Wednesday, October 05, 2005

2.4.3. Carta Capital e o Velho Novo Jornalismo de Gianni Carta

Outro bom exemplo desta técnica jornalística em veículos consagrados na imprensa brasileira é o livro Velho novo jornalismo, de Gianni Carta, reunião de 26 reportagens do atual correspondente da revista Carta Capital em Londres. Resultado do trabalho de quatorze anos de correspondência para diferentes veículos entre Europa e Estados Unidos, a obra torna-se um elogio ao estilo jornalístico chamado de novo jornalismo. Carta produziu os textos do livro para as revistas GQ, da Espanha, Maxim, da França e IstoÉ, brasileira. Foi correspondente, ainda, do Diário do Grande ABC, jornal paulista e do The Guardian, periódico inglês.
Além das matérias, o livro traz ainda uma entrevista realizada em 1992 com o escritor baiano Jorge Amado (morto em 2001), realizada no apartamento do escritor em Paris.
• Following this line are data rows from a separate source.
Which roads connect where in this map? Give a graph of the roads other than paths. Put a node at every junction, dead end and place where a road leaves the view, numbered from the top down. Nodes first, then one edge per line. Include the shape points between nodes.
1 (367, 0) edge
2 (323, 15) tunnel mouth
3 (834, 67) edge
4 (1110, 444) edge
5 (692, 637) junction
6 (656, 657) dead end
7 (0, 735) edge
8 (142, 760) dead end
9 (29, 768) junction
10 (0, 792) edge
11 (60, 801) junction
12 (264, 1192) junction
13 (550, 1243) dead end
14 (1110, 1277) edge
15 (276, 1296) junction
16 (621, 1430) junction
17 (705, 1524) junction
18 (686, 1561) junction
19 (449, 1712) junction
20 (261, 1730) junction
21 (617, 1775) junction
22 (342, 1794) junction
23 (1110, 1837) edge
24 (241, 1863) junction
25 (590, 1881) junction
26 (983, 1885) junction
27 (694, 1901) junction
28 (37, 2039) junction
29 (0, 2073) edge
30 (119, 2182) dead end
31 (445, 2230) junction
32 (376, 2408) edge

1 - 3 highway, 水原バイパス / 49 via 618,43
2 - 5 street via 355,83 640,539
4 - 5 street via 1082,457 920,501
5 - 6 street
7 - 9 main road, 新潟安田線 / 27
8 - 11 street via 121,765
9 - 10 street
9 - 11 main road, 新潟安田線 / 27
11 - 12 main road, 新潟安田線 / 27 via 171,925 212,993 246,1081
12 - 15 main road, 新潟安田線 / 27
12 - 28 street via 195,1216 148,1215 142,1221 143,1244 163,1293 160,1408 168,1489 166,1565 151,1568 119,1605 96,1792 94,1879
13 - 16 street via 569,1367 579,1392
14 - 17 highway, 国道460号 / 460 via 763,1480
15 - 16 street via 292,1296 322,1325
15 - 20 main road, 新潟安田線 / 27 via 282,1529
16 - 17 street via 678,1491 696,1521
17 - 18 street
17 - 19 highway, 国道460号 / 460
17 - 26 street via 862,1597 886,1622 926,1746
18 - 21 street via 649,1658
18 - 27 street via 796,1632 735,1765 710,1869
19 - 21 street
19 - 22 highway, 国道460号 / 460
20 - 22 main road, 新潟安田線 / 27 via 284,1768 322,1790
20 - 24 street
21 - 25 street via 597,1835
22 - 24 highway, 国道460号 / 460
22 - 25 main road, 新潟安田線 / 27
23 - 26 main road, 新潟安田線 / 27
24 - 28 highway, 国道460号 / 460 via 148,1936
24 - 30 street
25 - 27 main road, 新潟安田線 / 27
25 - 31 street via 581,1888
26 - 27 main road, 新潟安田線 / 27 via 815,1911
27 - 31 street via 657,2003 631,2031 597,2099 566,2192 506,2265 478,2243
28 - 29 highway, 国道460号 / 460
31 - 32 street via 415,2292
Várias outras reportagens do livro foram publicadas pela revista Carta Capital, principalmente no tempo em que sua periodicidade era mensal.
A narração elaborada nos textos é rica em detalhes sobre as histórias relatadas. Impressões de temperatura, luzes, aromas e semblantes conferem às matérias a capacidade de informar com uma profundidade, sem que elas percam a clareza jornalística. O estilo de Gianni Carta dá ao leitor informações de um modo que torna mais agradável a leitura, mais compreensível o contexto dos fatos. Estes fatores levam a uma leitura mais interessada, e a uma retenção dos fatos como verdadeira história pelo leitor.

Segundo discorre Gianni em seu livro, "escrever na primeira pessoa não é (ou não deveria ser) um ato de vaidade: é, muitas vezes, a única maneira de escrever para escapar das garras do jornalismo que não toma partido e, talvez ainda mais importante, o melhor atalho para se soltar". A bagagem necessária antes de escrever cada artigo pode dependendo do caso, ser importante para a grande reportagem, ou perfil. Já na crônica espontânea, você não precisa se munir de informações antes de investigar. Um exemplo dessa teoria no livro está no capítulo "Artistas e Marqueteiros". O jornalista vai a Panzano um vilarejo na Toscana, Itália, para entrevistar o rei da bisteca, dario Cecchini, sabendo muito pouco sobre ele.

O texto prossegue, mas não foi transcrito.